The Shadows Beneath Our Freedom: Remembering Lubango

Joyce Tjizu

Even freedom can carry ghosts if the past remains unspoken.

Last month, my opinion piece on the underlying causes of Namibia’s mental health epidemic was published in The Namibian.

The response was overwhelming. I was contacted by individuals and organisations eager to do something about our country’s mental health crisis.

As a result, earlier this month I found myself in a room that reminded me of both the fragility and the strength of the human spirit.

There, among academics, creatives and survivors of the Lubango dungeons, I encountered stories so harrowing they reshaped my understanding of trauma, forgiveness and resilience.

The men I met were once young, full of hope, determined to fight for their country’s freedom. They went into exile ready to die for Namibia, but not at the hands of their own comrades.

Many of those detained left their towns and villages only to return to their communities years later as “detainees”. Others, including those from the northern regions, suffered under suspicion and imprisonment.

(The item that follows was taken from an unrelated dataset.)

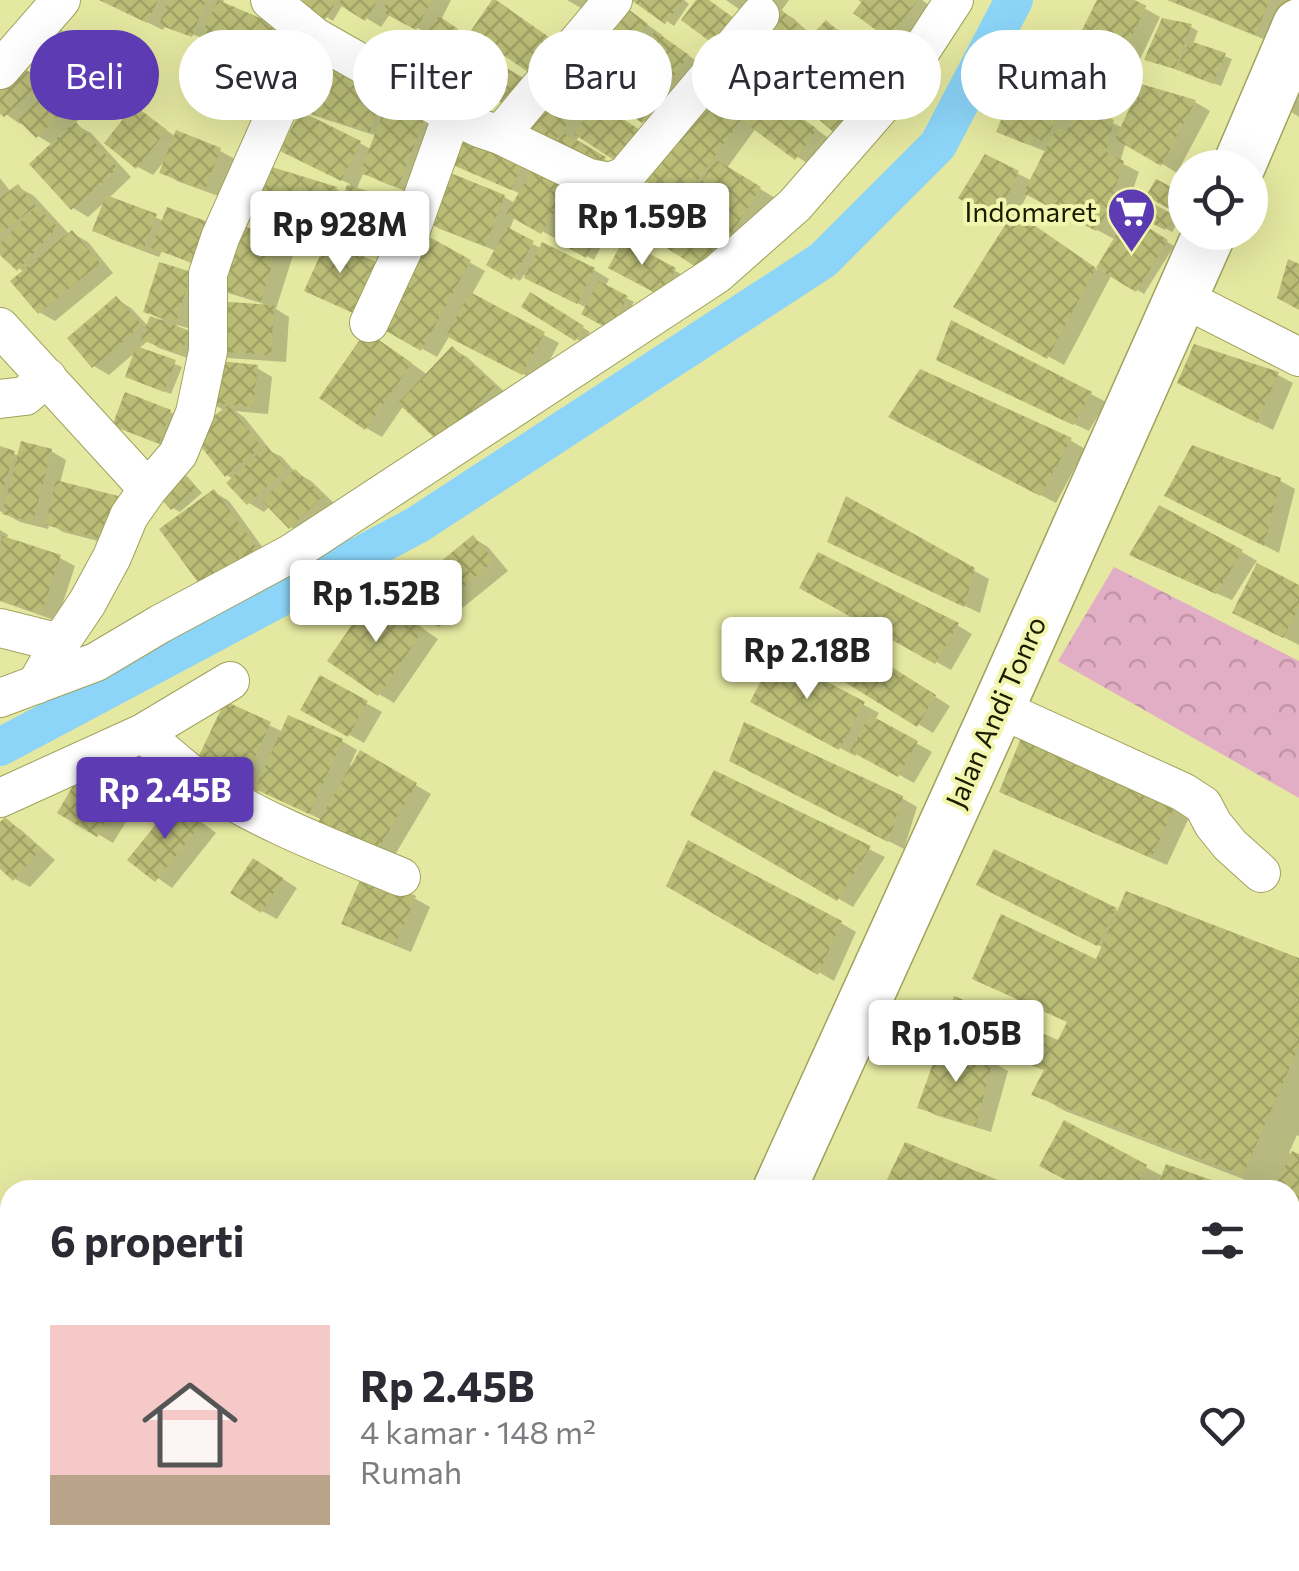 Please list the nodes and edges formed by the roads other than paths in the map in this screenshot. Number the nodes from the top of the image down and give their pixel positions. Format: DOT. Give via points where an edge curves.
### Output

Yet the injustice remains: those who set off to fight for liberation were received not as heroes, but with silence and stigma.

PAINFUL PAST

The label alone – “detainee” – tells a painful story of injustice and erasure. Theirs is a pain layered with betrayal.

The enemy was not the foreign oppressor; it was a comrade, a brother, a friend.

That betrayal leaves a wound no anthem can drown out.

Yes, the fear of spies is normal in any war.

Suspicion thrives when survival is at stake. But what followed was not only fear but an absence of accountability, of reconciliation, of healing.

After independence, there should have been national recognition, forgiveness, reintegration, debriefing and at least some effort by the government – a government born of their sacrifices – to mend what was broken.

Silence became the official response, a silence that still wounds us today.

More than three decades later, these survivors live quietly among us.

They’ve raised families, built careers and contributed to the same Namibia that forgot them.

They have faced their nightmares alone, some numbing the pain with alcohol, others sinking into depression, others clinging to faith and purpose as anchors.

Yet, they live. They endure. They laugh. They teach. They forgive, even when forgiveness was not asked for.

In our conversations, one truth became clear: many of them still meet their former torturers. In shops, in churches, at funerals. Some even work together.

They are expected to smile, to move on, to embody reconciliation without acknowledgment, without apology, without truth.

That expectation is its own form of violence, the violence of silence.

CONSCIENCE AND CONSEQUENCES

Yet, I can’t help but think that the men who tortured – those who followed orders, those who wielded the whip or the rope – must also suffer.

Guilt, denial, nightmares of their own.

Cruelty not only leaves marks on the flesh of the victims, but on the conscience of the perpetrators.

When dealing with cruelty or trauma, our instinct is often to focus on helping the victim heal.

Yet in truth, the perpetrator may need as much, perhaps even more, help.

If the wounds remain unhealed, the cycle of harm continues, spilling into families, communities and generations.

Lubango is not an old wound to be ignored. It is a mirror, showing us that unacknowledged pain festers across generations.

You can see its reflection in today’s rising suicides, in the murders of loved ones by loved ones, in the quiet despair that grips numerous homes.

Trauma, when buried, does not die. It simply changes form.

Yet, even in this darkness, I saw light. The survivors I met are living lessons in resilience.

They carry unimaginable pain with dignity.

Their courage humbles me. Their strength gives me hope.

To the survivors of the dungeons: I am in awe of your strength and resilience. Your resolve, intellect and grace despite what you endured, and continue to endure, are incomparable.

I can’t fully imagine what it takes to rise each day, to live as normally as possible, knowing you might encounter your torturers in public, at work, or even in positions of authority.

WE NEED YOU

To your families, who stood by you through the nightmares and whose quiet love became your anchor, you too are heroes.

I urge the Lubango survivors to remain visible. Be the ambassadors of hope, resilience and truth this nation so desperately needs.

Your stories are not only about suffering but about survival, about the unbreakable human spirit, about the courage to keep living when silence was easier.

Namibia cannot heal without you. Your truth is part of our national therapy. Recognition, apology and inclusion in the mental health discourse are long overdue – not as charity, but as justice.

We owe you more than silence. We owe you recognition, counselling and platforms for truth-telling – not to reopen wounds, but to clean and heal them.

Healing begins when truth is spoken aloud, when the nation is brave enough to face its own reflection.

If we do not confront our trauma, our trauma will continue to confront us.

  • Joyce Tjizu, apartheid survivor, mother, grandmother, lay counsellor, and poet.